### What to produce:
The answer must be every line of the records below that holds the word "casing".

### Recorded information:
- - - -

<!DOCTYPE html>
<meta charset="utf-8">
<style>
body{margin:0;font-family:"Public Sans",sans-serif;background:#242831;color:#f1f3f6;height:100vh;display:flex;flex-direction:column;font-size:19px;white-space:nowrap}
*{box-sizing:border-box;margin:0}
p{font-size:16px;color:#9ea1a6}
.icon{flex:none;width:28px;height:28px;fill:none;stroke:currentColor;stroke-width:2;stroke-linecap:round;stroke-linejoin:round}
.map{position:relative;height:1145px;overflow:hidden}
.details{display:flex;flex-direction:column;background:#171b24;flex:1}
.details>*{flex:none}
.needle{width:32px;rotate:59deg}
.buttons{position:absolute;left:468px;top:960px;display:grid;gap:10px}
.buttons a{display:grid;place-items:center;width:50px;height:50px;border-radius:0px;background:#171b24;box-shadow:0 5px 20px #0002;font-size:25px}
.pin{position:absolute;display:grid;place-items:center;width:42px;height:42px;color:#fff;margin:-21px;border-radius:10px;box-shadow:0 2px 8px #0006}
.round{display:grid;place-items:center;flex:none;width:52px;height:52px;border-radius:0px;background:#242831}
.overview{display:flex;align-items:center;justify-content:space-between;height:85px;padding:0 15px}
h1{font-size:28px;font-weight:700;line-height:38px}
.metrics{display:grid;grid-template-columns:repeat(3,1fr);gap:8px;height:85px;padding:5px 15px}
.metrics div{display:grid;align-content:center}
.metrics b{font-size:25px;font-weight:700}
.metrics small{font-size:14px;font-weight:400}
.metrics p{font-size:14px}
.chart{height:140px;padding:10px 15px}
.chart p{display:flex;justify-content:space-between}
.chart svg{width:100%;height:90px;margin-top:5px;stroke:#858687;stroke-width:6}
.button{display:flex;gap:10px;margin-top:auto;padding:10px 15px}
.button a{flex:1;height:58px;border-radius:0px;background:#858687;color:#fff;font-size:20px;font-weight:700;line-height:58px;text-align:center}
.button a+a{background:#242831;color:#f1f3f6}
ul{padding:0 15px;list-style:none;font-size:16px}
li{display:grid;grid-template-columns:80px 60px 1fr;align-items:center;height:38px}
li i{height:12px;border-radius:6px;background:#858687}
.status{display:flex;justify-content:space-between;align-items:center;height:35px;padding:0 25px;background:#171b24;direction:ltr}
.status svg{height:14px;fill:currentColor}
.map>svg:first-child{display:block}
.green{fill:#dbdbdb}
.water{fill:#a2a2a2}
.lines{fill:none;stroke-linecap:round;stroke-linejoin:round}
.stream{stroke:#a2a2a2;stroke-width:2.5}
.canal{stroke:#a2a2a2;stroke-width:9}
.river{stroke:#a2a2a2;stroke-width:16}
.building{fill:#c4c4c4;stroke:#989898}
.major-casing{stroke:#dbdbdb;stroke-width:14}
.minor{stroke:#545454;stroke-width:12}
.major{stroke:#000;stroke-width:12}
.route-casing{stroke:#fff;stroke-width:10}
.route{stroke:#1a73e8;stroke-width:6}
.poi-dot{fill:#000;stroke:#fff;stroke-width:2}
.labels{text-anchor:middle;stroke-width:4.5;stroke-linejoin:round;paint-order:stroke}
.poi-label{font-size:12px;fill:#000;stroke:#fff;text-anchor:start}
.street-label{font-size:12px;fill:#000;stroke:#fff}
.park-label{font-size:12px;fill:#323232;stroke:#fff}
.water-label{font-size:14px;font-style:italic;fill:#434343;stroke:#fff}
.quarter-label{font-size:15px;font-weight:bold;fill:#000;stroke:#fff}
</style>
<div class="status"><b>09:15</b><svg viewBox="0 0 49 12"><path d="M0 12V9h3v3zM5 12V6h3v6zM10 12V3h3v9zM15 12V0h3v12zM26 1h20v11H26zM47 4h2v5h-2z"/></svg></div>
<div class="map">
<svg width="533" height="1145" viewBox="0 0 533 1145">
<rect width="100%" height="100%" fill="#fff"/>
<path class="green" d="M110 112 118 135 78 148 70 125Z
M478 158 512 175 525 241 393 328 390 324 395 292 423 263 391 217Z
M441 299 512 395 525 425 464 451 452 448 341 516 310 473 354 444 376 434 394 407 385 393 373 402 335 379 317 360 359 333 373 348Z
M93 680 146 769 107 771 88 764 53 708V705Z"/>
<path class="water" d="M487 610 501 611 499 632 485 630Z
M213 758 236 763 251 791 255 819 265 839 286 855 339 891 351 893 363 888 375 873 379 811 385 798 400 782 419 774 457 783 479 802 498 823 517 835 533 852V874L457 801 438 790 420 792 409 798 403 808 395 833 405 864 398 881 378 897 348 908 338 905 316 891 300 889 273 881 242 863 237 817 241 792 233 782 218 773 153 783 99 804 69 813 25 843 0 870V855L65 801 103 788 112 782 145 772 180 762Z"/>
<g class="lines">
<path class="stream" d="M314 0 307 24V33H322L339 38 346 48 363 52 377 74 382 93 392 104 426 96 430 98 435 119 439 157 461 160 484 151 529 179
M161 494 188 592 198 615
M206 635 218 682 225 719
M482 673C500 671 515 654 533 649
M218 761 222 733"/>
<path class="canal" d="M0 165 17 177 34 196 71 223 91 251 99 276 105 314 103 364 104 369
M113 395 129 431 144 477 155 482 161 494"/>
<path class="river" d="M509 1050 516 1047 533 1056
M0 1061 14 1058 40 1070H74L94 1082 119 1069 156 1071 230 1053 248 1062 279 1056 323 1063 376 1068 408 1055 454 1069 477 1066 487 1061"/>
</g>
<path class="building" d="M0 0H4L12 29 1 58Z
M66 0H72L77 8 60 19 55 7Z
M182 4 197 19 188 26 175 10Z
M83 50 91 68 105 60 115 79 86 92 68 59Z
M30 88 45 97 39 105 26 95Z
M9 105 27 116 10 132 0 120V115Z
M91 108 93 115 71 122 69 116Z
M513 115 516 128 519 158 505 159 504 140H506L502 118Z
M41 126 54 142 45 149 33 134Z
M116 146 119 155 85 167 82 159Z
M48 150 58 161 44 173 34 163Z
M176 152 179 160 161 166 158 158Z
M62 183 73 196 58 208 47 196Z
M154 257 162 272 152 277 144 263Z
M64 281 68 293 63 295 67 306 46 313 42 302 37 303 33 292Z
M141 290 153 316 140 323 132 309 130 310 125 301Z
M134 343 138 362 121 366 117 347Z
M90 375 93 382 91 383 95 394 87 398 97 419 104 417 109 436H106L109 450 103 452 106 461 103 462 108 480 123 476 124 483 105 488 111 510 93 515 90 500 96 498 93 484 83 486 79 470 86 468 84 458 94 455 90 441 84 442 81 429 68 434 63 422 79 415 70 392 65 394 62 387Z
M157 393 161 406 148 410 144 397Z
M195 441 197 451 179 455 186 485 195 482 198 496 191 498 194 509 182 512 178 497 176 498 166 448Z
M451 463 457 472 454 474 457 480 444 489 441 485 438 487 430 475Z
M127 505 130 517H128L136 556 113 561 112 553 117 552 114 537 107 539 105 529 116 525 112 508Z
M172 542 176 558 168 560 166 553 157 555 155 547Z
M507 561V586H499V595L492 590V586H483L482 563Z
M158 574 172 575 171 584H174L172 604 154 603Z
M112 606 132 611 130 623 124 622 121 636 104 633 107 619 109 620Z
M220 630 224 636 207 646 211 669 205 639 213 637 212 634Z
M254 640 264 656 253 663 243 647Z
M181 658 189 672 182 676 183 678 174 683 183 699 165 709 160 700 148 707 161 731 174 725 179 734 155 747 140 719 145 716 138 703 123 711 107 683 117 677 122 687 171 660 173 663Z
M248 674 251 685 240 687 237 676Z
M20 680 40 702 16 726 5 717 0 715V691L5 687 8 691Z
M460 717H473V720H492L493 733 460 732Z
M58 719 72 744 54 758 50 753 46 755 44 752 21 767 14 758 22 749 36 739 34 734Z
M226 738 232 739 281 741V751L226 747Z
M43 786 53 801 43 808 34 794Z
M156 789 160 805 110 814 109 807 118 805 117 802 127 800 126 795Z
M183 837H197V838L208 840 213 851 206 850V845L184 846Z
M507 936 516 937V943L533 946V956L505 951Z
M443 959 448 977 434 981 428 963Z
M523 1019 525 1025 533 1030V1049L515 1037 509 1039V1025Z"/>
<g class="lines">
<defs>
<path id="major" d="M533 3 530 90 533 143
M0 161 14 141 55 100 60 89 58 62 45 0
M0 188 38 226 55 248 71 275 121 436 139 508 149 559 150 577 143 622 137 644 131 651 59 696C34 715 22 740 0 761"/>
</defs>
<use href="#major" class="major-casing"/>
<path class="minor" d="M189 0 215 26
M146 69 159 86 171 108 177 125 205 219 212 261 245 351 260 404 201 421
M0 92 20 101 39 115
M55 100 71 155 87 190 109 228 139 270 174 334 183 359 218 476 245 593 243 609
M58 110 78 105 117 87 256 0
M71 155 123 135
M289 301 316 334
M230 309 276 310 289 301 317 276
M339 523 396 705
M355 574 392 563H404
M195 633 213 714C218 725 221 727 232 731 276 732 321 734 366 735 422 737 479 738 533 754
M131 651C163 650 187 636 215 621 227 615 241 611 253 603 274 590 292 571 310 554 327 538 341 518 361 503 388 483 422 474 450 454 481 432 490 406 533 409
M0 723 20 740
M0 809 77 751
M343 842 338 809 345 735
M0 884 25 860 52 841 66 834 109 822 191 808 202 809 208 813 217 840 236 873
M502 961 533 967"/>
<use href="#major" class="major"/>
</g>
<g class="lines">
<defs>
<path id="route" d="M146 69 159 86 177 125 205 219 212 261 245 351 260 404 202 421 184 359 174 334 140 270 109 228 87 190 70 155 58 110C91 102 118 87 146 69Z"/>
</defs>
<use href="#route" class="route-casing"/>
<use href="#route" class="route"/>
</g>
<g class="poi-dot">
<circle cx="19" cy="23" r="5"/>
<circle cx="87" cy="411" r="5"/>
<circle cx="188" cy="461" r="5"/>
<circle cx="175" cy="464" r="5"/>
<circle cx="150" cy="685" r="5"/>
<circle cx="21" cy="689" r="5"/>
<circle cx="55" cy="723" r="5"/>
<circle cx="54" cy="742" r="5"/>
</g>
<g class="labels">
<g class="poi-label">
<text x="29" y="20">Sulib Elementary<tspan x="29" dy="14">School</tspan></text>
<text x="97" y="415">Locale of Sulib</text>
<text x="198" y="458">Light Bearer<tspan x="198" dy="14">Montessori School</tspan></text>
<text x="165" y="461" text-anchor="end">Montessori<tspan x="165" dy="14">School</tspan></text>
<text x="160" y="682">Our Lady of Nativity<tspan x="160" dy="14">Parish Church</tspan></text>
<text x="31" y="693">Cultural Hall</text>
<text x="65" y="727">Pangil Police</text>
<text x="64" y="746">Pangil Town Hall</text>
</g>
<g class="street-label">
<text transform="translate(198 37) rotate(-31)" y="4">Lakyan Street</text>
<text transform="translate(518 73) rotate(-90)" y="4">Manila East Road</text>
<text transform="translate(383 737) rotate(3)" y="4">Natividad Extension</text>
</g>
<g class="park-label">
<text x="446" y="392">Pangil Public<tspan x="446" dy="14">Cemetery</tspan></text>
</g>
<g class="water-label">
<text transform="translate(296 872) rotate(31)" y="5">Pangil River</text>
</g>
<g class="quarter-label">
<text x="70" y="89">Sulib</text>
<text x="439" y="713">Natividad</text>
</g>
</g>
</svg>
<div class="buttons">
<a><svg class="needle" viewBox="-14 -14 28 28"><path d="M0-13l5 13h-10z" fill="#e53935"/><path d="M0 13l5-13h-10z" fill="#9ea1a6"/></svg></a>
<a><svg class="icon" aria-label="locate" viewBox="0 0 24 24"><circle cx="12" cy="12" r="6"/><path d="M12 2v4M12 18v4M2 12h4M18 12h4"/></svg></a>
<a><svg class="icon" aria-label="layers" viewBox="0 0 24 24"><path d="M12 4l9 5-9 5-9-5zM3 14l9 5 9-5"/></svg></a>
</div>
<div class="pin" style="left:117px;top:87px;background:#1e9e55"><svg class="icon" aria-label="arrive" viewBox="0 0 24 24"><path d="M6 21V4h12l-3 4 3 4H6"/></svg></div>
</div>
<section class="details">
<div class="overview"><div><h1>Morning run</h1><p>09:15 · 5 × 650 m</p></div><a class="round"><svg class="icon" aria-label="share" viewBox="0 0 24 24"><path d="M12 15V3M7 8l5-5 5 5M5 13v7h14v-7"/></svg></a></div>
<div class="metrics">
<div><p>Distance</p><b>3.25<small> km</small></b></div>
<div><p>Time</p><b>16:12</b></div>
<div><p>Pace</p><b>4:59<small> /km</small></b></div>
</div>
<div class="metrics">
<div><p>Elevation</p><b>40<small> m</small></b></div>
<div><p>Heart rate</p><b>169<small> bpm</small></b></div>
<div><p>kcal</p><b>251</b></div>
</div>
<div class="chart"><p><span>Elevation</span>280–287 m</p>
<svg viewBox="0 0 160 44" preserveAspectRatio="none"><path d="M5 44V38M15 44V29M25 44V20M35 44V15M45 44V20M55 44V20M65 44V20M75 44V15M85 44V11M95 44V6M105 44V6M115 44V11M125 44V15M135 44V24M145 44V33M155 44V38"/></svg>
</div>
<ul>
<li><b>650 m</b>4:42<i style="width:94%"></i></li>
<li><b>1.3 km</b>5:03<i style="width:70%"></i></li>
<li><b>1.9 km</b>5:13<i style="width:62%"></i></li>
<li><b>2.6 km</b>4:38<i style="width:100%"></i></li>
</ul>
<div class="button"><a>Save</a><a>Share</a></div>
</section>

- - - -

### Solved problem:
.major-casing{stroke:#dbdbdb;stroke-width:14}
.route-casing{stroke:#fff;stroke-width:10}
<use href="#major" class="major-casing"/>
<use href="#route" class="route-casing"/>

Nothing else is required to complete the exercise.